1 Introduction
The antivirus has been proclaimed dead years ago and on multiple occasions. There is a certain truth behind these claims – with the massive increase in size and complexity of IT infrastructures, legacy signature-based antivirus solutions have long been proven inadequate for protecting against the scale and sophistication of modern cyber-attacks. And even though Endpoint Protection (EPP) solutions that have replaced them offer additional capabilities like application whitelisting, device control, and firewalls, they are still often falling short at their primary task: detecting malware before or during its execution to prevent damage.
The sheer number of threat vectors, both external and internal, that digital businesses were facing eventually led to a realization that protection from known threats alone is no longer a feasible security strategy.

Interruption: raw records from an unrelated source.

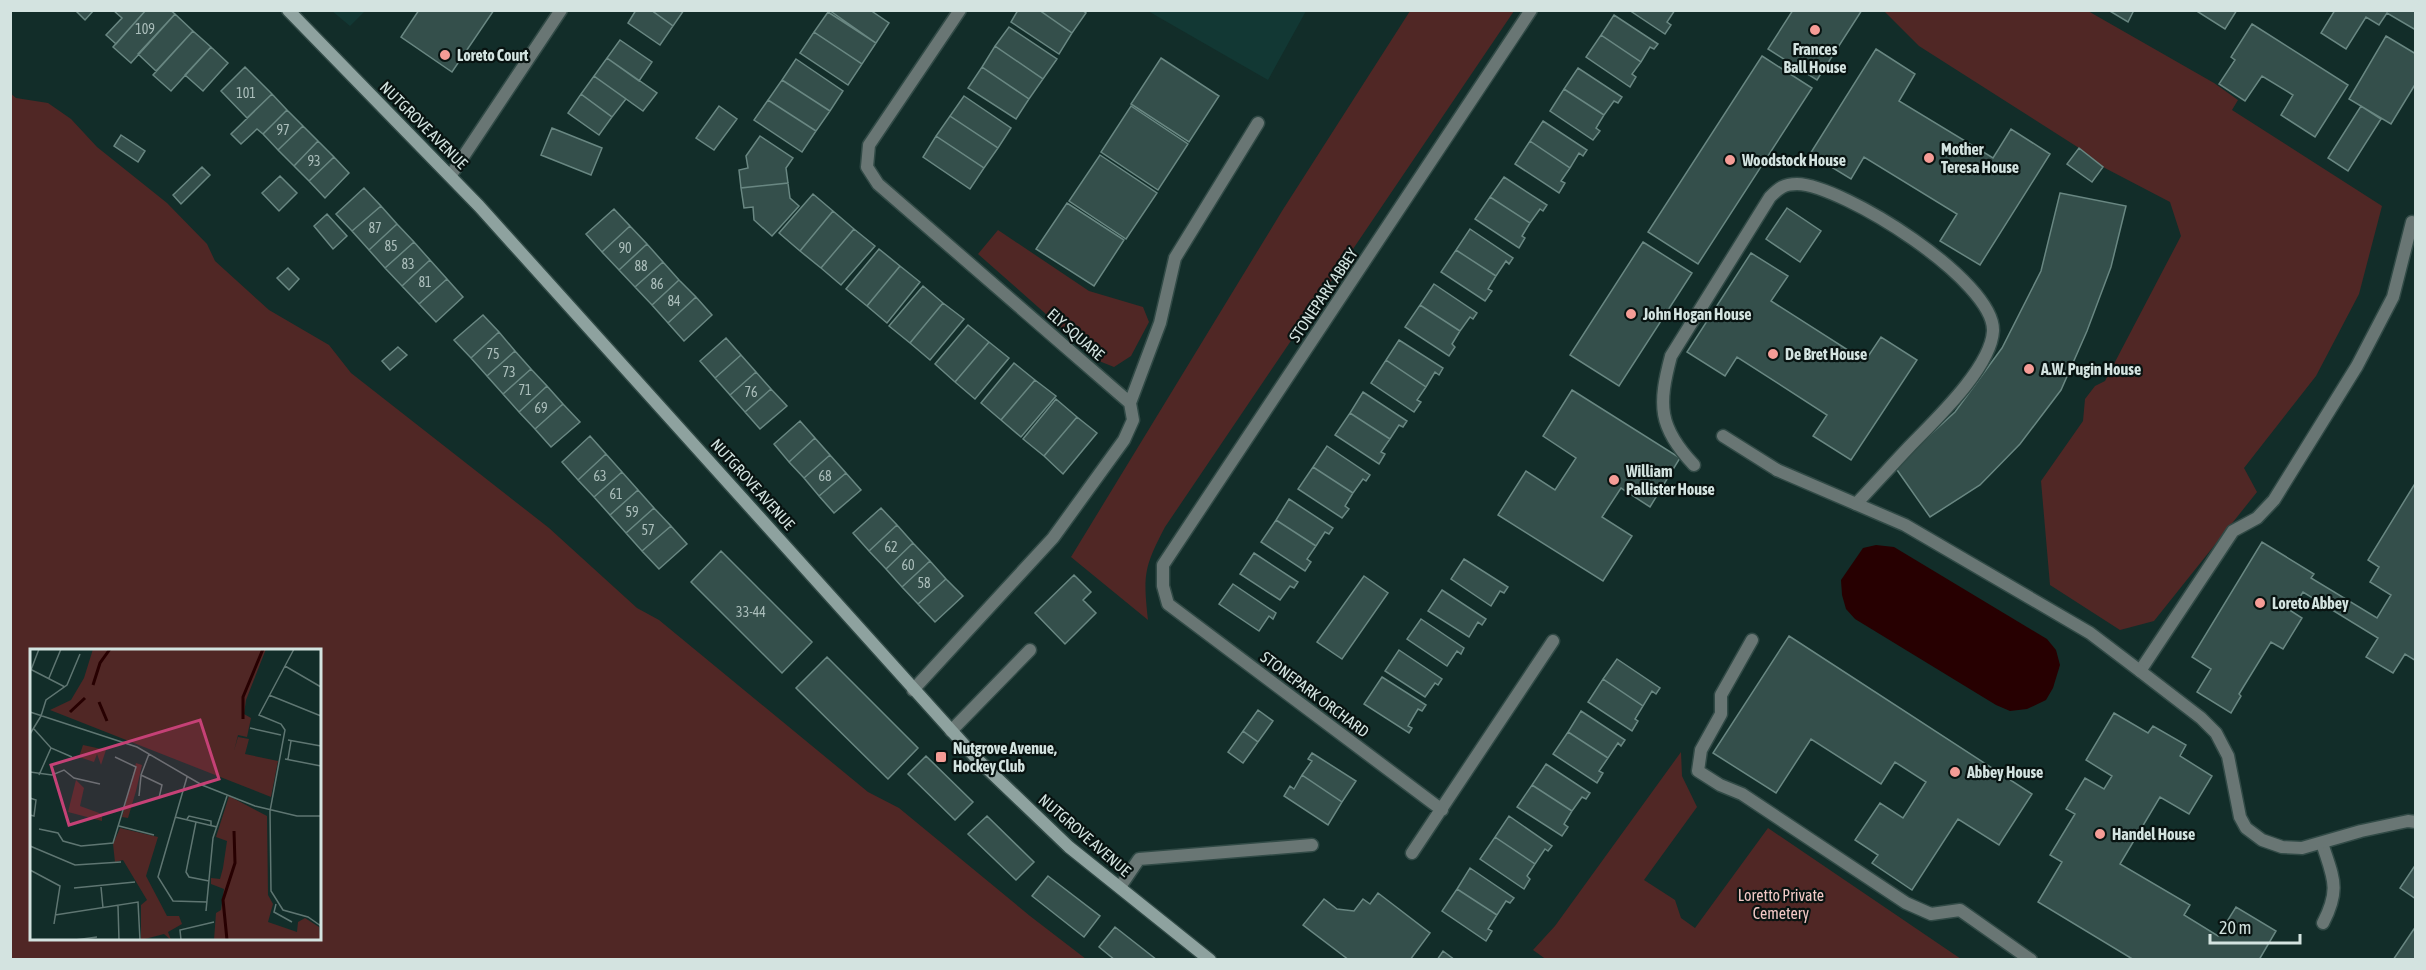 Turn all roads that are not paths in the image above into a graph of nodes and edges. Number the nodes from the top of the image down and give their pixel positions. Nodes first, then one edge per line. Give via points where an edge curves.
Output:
1 (288, 10) edge
2 (561, 10) edge
3 (960, 10) edge
4 (1531, 10) edge
5 (1258, 123) dead end
6 (451, 175) junction
7 (2412, 222) dead end
8 (1130, 403) junction
9 (1723, 436) dead end
10 (1694, 465) dead end
11 (1856, 504) junction
12 (1168, 604) joint
13 (1752, 640) dead end
14 (1553, 642) dead end
15 (1030, 650) dead end
16 (2140, 671) junction
17 (913, 690) junction
18 (951, 731) junction
19 (1442, 810) junction
20 (2415, 822) edge
21 (2322, 843) junction
22 (1312, 845) dead end
23 (1412, 853) dead end
24 (1120, 887) junction
25 (2323, 923) dead end
26 (1210, 960) edge
27 (2031, 960) edge

1 - 6 main road, NUTGROVE AVENUE
2 - 6 street
3 - 8 street, ELY SQUARE via 869,145 867,167 878,184
4 - 12 street, STONEPARK ABBEY via 1164,565 1162,586
5 - 8 street via 1176,258 1160,322
6 - 17 main road, NUTGROVE AVENUE
7 - 16 street via 2393,297 2357,366 2274,500 2257,518 2233,531
8 - 17 street via 1133,420 1125,440 1053,538
9 - 11 street via 1777,470
10 - 11 street via 1665,425 1662,404 1671,356 1770,197 1781,186 1799,184 1837,196 1926,247 1987,306 1993,330 1986,356 1956,398
11 - 16 street via 1905,525 2090,633
12 - 19 street, STONEPARK ORCHARD
13 - 27 street via 1721,695 1722,714 1701,750 1698,771 1742,794 1906,903 1931,914 1960,910
14 - 19 street
15 - 18 street
16 - 21 street via 2216,733 2228,756 2236,802 2246,828 2262,840 2282,847
17 - 18 main road, NUTGROVE AVENUE
18 - 24 main road, NUTGROVE AVENUE via 1069,847
19 - 23 street
20 - 21 street via 2361,831
21 - 25 street via 2335,888
22 - 24 street via 1139,859
24 - 26 main road, NUTGROVE AVENUE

A major paradigm shift in cybersecurity gave birth to a new class of Endpoint Detection and Response (EDR) products that focused on detecting and investigating suspicious activities on endpoints (and various artifacts and traces left by malware after an attack). EDR solutions usually collect various telemetry from endpoints using software agents and allow security analysts to examine affected endpoints remotely to identify and mitigate the root cause of a security incident.
For some time, EDR products were marketed as the perfect alternative to legacy antiviruses, but unfortunately, their major shortcomings were quickly identified. First, the very definition of an endpoint has evolved – nowadays, various desktops, mobile devices, virtual machines, even containers and other cloud workloads are connected directly to corporate networks, making the task of maintaining consistent visibility across them a challenge. More important, however, was the realization that more security telemetry does not necessarily translate into better security (the same problem that SIEM product vendors have identified almost a decade earlier).

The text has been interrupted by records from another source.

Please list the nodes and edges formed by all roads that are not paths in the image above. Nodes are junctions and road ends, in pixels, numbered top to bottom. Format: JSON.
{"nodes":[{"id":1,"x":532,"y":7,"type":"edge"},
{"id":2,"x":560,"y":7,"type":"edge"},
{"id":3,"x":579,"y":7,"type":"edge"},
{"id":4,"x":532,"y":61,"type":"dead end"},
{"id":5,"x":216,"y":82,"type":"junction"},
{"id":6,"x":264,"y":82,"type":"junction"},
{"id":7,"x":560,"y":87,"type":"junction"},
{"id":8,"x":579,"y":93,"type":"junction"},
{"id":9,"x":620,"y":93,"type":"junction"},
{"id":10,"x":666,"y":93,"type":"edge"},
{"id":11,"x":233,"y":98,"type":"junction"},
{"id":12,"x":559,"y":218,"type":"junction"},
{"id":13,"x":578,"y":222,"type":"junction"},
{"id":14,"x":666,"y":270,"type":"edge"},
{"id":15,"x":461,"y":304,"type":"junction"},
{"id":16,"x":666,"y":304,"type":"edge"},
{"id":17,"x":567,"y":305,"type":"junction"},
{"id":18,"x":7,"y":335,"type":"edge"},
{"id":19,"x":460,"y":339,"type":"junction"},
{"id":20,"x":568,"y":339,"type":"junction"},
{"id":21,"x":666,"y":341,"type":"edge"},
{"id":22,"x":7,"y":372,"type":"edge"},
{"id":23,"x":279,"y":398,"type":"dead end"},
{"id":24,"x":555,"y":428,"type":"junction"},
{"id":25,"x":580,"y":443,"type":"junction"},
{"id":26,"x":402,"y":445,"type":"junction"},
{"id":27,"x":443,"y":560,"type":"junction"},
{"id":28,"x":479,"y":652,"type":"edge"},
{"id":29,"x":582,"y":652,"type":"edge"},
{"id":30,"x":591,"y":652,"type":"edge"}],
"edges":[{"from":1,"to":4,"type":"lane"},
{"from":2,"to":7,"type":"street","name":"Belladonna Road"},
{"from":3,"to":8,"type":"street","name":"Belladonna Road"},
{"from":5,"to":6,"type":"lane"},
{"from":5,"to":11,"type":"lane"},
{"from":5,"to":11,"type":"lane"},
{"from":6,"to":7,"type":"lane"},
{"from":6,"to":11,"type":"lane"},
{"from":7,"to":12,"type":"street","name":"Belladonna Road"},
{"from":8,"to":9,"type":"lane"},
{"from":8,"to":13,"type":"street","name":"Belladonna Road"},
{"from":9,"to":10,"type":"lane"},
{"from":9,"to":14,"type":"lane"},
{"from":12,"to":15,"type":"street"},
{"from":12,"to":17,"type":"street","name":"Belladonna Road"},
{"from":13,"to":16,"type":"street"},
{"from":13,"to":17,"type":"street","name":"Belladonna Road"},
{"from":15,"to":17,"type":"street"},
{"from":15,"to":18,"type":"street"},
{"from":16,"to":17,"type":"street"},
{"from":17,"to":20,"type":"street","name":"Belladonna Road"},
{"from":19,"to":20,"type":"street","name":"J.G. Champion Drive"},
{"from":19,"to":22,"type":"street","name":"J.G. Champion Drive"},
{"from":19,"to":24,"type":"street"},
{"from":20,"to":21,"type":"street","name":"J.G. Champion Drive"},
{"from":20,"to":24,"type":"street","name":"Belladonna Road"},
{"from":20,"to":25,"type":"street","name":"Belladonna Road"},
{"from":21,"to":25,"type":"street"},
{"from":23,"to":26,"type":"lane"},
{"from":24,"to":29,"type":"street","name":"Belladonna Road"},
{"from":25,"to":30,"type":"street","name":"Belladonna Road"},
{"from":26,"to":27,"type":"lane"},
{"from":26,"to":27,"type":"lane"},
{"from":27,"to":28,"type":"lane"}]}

If anything, the growing number of alerts generated by an EDR solution can quickly overwhelm even a large team of expert security analysts, leaving very little time to investigate and respond to an incident before it turns into a major disruption. Many companies deal with the problem by outsourcing their security operations to a managed service. An alternative approach, gaining popularity recently, is to utilize AI-based methods and other automation tools to improve analyst productivity and reduce the time needed for decision-making. However, relying on human intervention, these solutions are still far from enabling a truly real-time response to detected cyber threats.

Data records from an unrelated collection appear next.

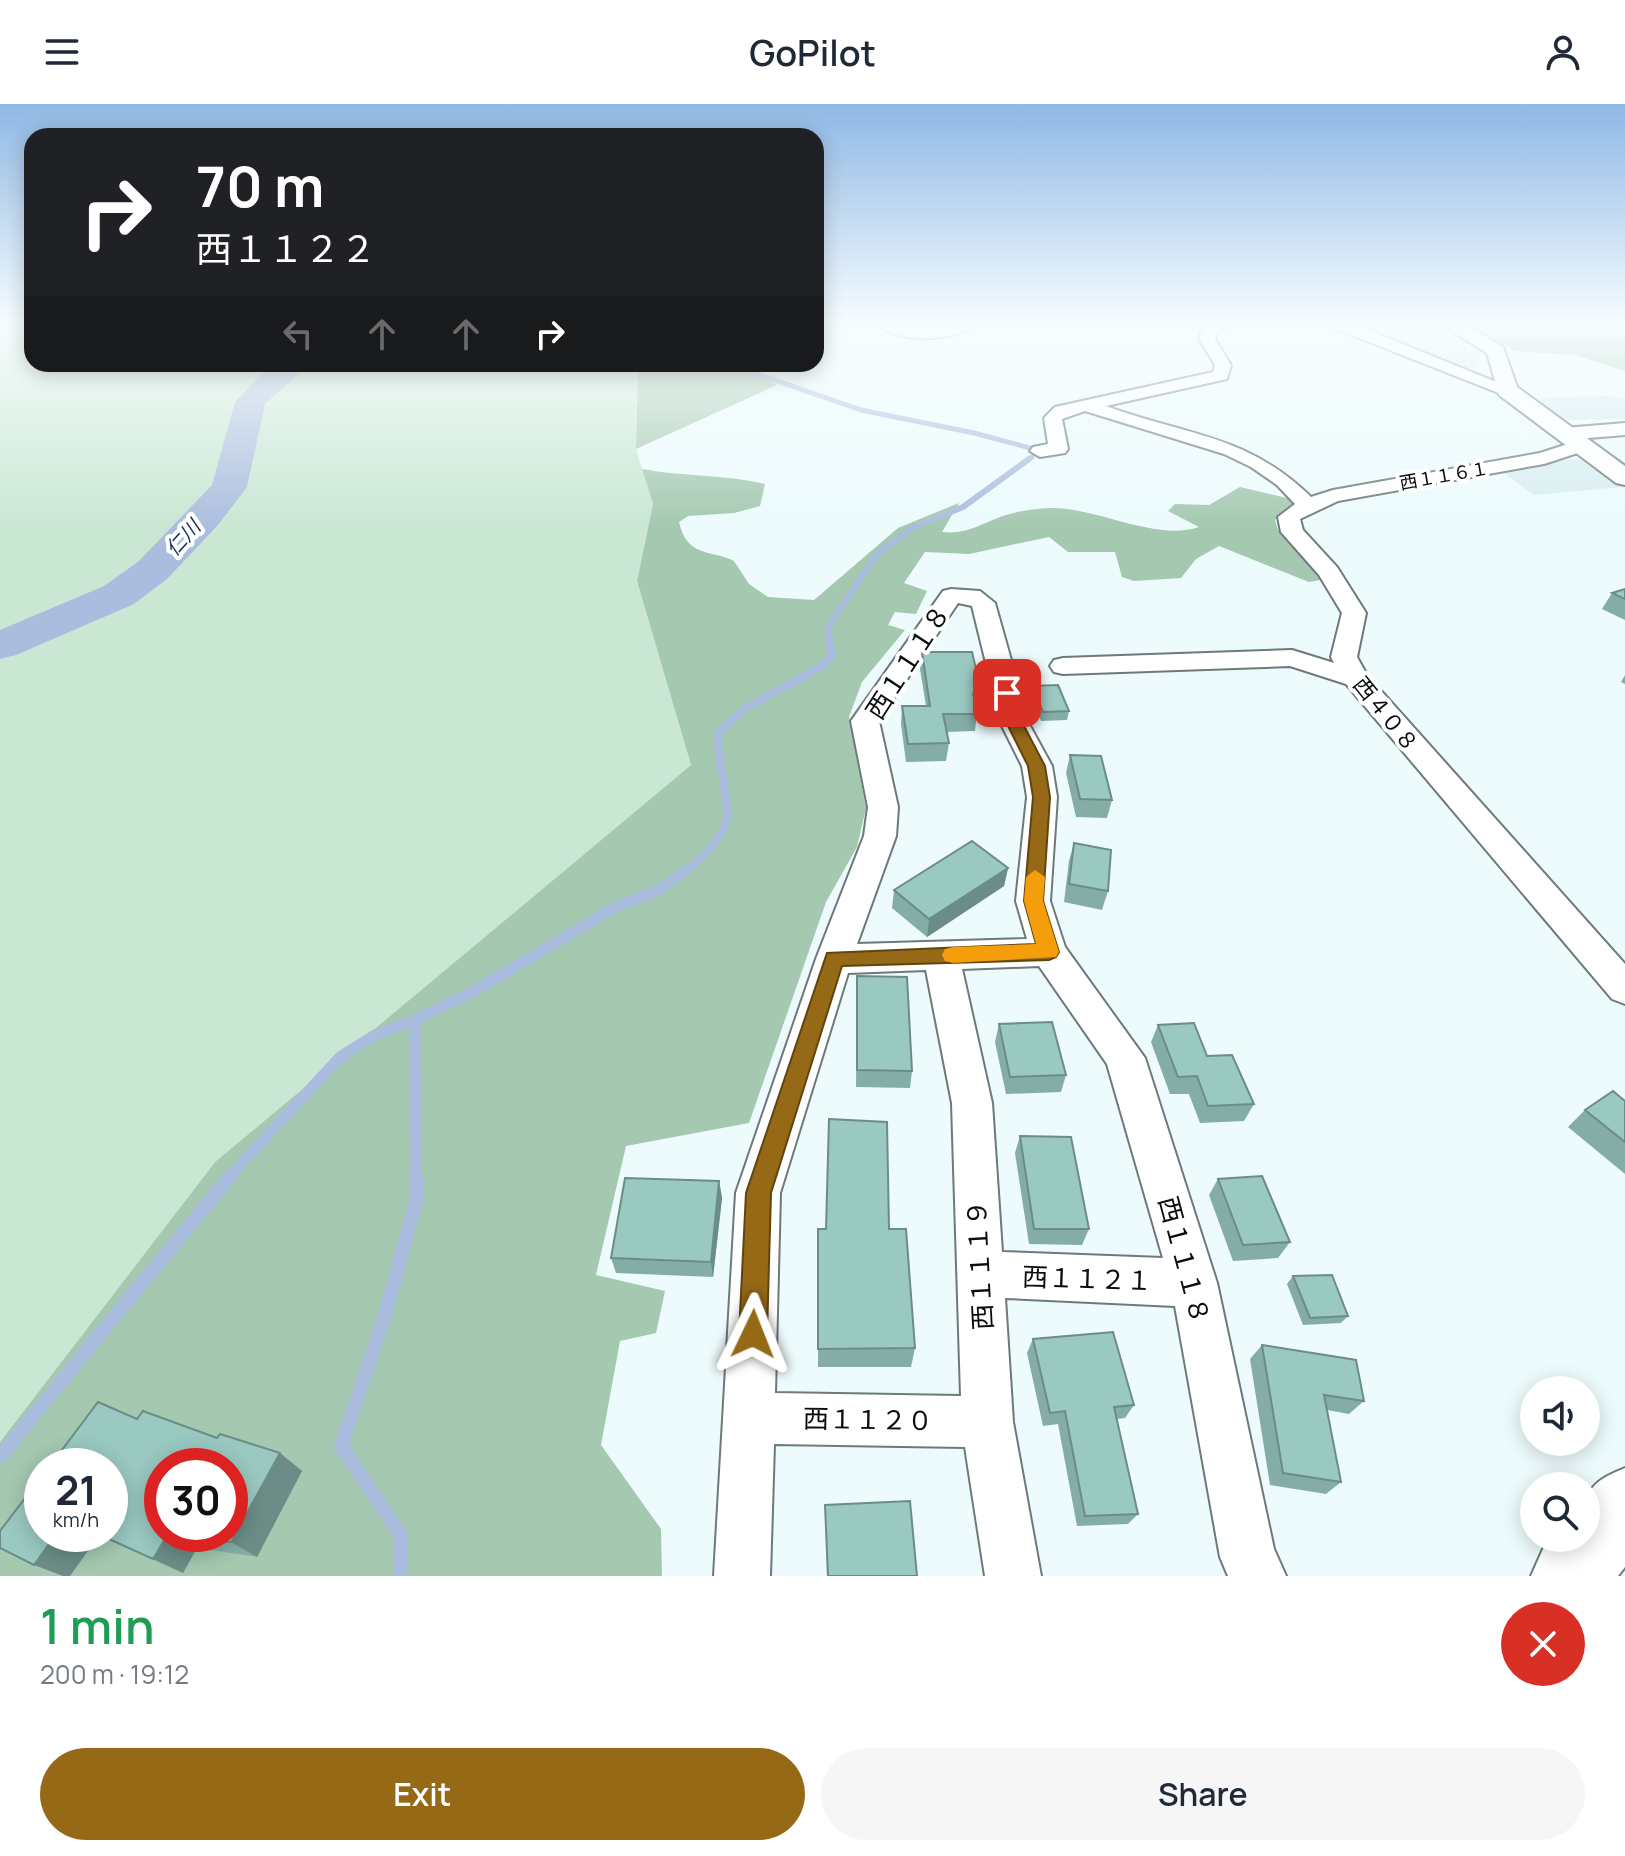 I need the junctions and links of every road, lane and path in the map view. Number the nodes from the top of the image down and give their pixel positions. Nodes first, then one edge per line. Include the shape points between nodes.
1 (1142, 392) edge
2 (1509, 392) edge
3 (1083, 404) junction
4 (1625, 429) edge
5 (1572, 440) junction
6 (1040, 451) dead end
7 (1625, 478) edge
8 (1308, 505) junction
9 (1063, 666) dead end
10 (1355, 678) junction
11 (1049, 952) junction
12 (941, 955) junction
13 (834, 959) junction
14 (1625, 989) edge
15 (980, 1274) junction
16 (1194, 1283) junction
17 (750, 1418) junction
18 (987, 1422) junction
19 (1625, 1505) edge
20 (742, 1576) edge
21 (1013, 1576) edge
22 (1258, 1576) edge
23 (1570, 1576) edge

1 - 3 street
2 - 5 street
3 - 6 street via 1053,418 1058,449
3 - 8 street via 1239,452 1289,482
4 - 5 street, 西１１６１
5 - 7 street
5 - 8 street, 西１１６１ via 1544,458
8 - 10 street, 西４０８ via 1289,517 1292,532 1329,572 1354,613 1344,657
9 - 10 street via 1281,658
10 - 14 street, 西４０８
11 - 12 street
11 - 13 street, 西１１１８ via 1033,901 1042,797 1037,766 1015,724 983,603 972,596 951,596 865,721 883,807 880,836
11 - 16 street, 西１１１８ via 1125,1058
12 - 13 street
12 - 15 street, 西１１１９ via 972,1103
13 - 17 street, 西１１１８ via 758,1193
15 - 16 street, 西１１２１
15 - 18 street, 西１１１９
16 - 22 street, 西１１１８ via 1248,1557
17 - 18 street, 西１１２０
17 - 20 street, 西１１１８
18 - 21 street, 西１１１９
19 - 23 main road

SentinelOne is an endpoint security vendor headquartered in Mountain View, CA. Founded in 2013 by a team of veterans of the Israeli cyber-intelligence community, the company’s strategic vision is an integrated endpoint security platform to replace multiple disjointed security tools with a single solution to prevent, detect, analyze and respond to cyberthreats across all enterprise IT assets, on-premises and in the cloud. Powered by an autonomous AI engine built directly into its endpoint agent, the solution is claimed to be able to respond to a wide range of threats in real time without the latency of the cloud.
The company is privately held and supported by venture capital. Even though it’s technically still in the startup mode, a number of successful investment rounds have already turned SentinelOne into a unicorn company with market valuation over $1.1 billion. It is currently serving over 3,500 enterprise customers worldwide.